With the pictures left out, every record must be reproduced exactly.

* **Data shown**
======

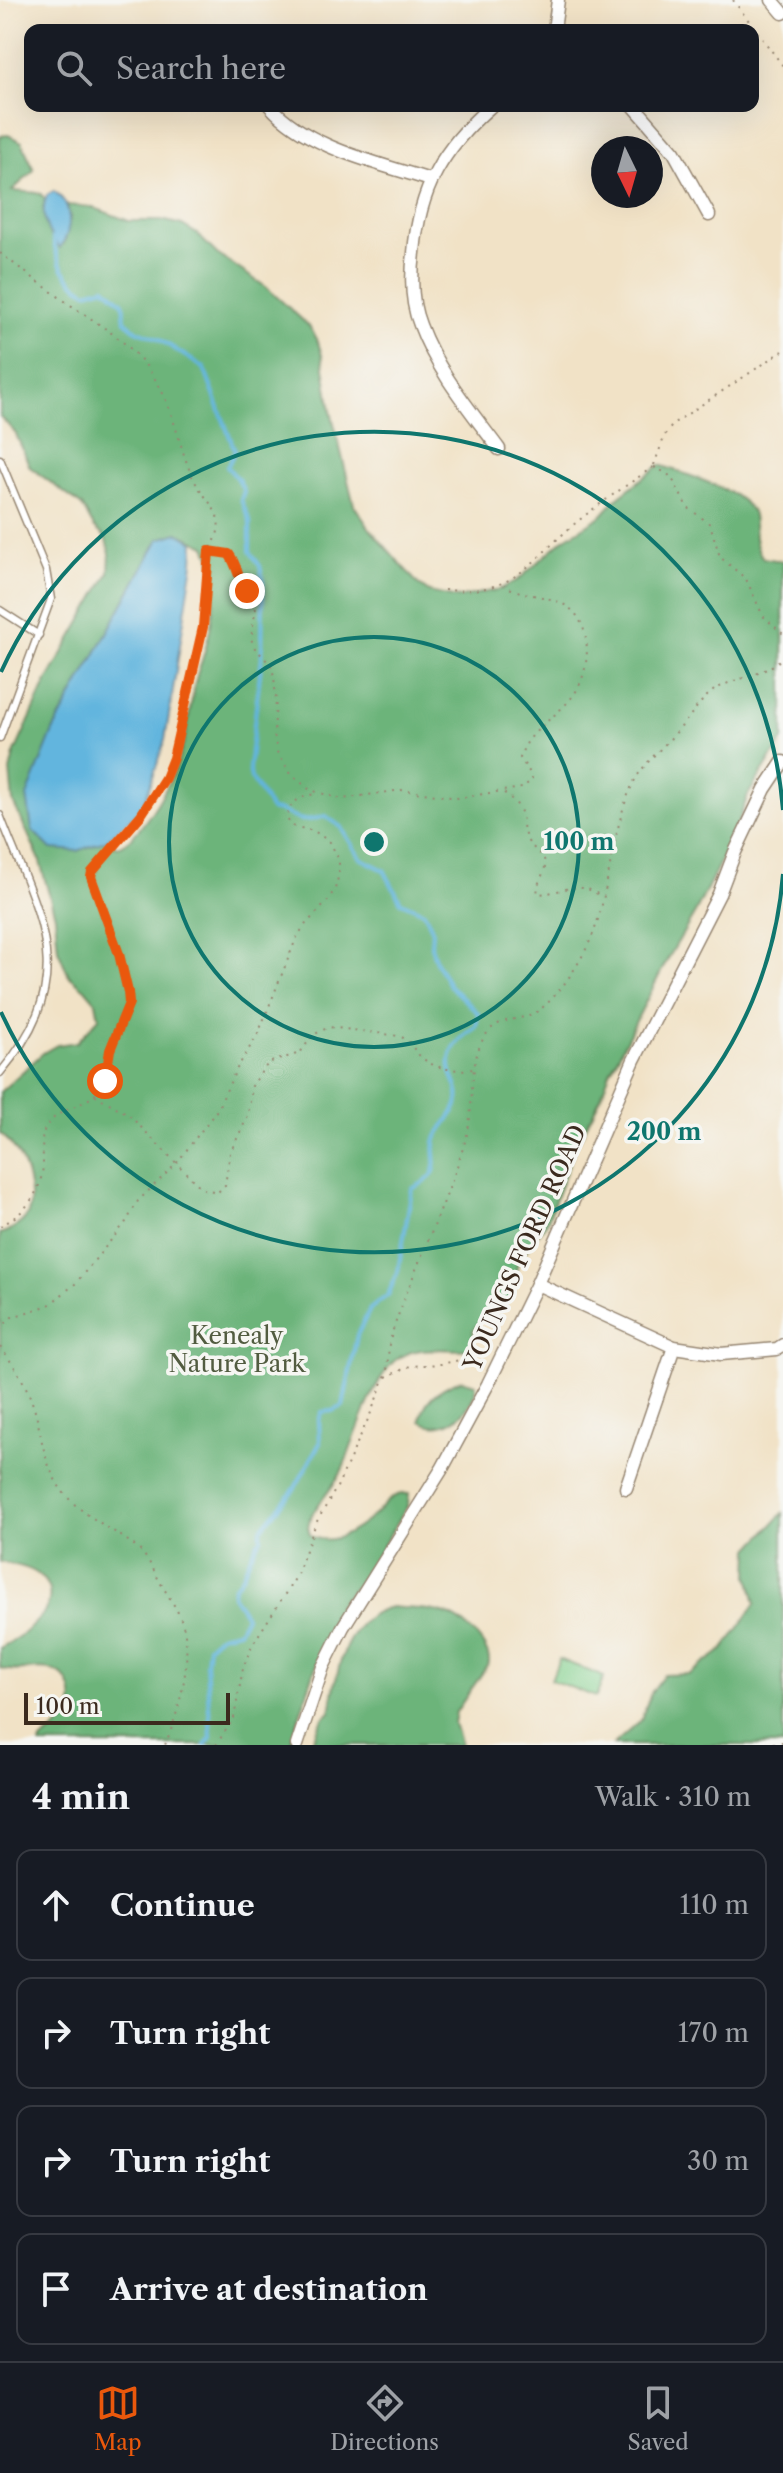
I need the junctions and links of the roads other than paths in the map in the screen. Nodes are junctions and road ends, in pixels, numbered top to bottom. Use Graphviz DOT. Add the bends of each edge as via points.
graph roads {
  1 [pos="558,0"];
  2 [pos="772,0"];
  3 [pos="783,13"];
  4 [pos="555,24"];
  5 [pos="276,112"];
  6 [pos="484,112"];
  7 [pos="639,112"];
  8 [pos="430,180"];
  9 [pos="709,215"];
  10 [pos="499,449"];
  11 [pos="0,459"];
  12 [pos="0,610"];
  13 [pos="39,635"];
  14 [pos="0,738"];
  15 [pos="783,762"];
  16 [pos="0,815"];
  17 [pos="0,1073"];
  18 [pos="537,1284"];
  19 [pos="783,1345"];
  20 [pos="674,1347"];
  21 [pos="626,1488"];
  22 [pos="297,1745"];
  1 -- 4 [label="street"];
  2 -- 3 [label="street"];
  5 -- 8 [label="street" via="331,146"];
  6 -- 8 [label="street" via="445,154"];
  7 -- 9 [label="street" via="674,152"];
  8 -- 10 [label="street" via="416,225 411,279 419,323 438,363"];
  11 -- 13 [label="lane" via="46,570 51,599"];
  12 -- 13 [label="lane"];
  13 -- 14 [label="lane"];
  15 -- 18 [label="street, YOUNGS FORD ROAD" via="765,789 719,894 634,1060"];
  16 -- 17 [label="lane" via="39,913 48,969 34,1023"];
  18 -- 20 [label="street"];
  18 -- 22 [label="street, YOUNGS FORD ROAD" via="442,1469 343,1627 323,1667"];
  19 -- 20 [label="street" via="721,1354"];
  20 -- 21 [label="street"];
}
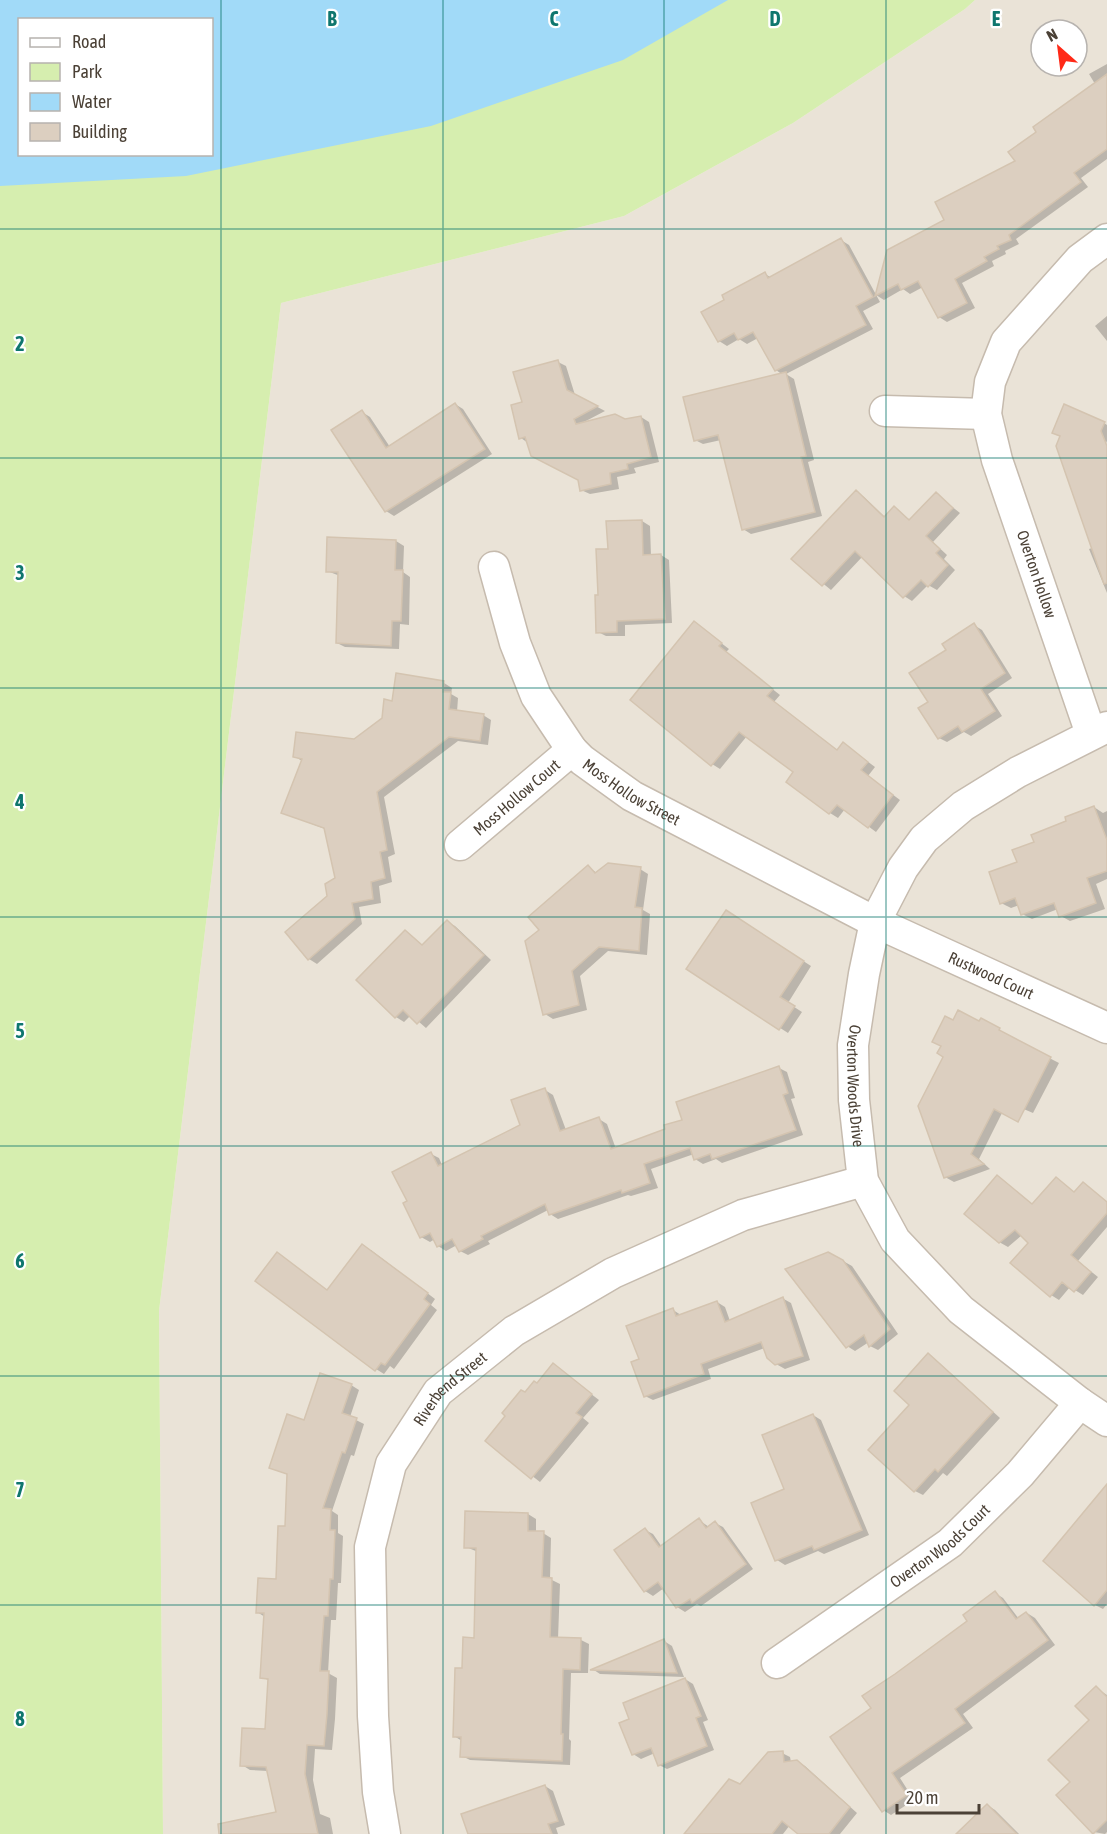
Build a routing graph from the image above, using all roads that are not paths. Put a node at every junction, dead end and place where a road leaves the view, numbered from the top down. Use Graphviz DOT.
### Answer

======

* **Response to the task**
I need the junctions and links of the roads other than paths in the map in the screen. Nodes are junctions and road ends, in pixels, numbered top to bottom. Use Graphviz DOT. Add the bends of each edge as via points.
graph roads {
  1 [pos="558,0"];
  2 [pos="772,0"];
  3 [pos="783,13"];
  4 [pos="555,24"];
  5 [pos="276,112"];
  6 [pos="484,112"];
  7 [pos="639,112"];
  8 [pos="430,180"];
  9 [pos="709,215"];
  10 [pos="499,449"];
  11 [pos="0,459"];
  12 [pos="0,610"];
  13 [pos="39,635"];
  14 [pos="0,738"];
  15 [pos="783,762"];
  16 [pos="0,815"];
  17 [pos="0,1073"];
  18 [pos="537,1284"];
  19 [pos="783,1345"];
  20 [pos="674,1347"];
  21 [pos="626,1488"];
  22 [pos="297,1745"];
  1 -- 4 [label="street"];
  2 -- 3 [label="street"];
  5 -- 8 [label="street" via="331,146"];
  6 -- 8 [label="street" via="445,154"];
  7 -- 9 [label="street" via="674,152"];
  8 -- 10 [label="street" via="416,225 411,279 419,323 438,363"];
  11 -- 13 [label="lane" via="46,570 51,599"];
  12 -- 13 [label="lane"];
  13 -- 14 [label="lane"];
  15 -- 18 [label="street, YOUNGS FORD ROAD" via="765,789 719,894 634,1060"];
  16 -- 17 [label="lane" via="39,913 48,969 34,1023"];
  18 -- 20 [label="street"];
  18 -- 22 [label="street, YOUNGS FORD ROAD" via="442,1469 343,1627 323,1667"];
  19 -- 20 [label="street" via="721,1354"];
  20 -- 21 [label="street"];
}
Build a routing graph from the image above, using all roads that are not paths. Put a node at every junction, dead end and place where a road leaves the view, numbered from the top down. Use Graphviz DOT.
### Answer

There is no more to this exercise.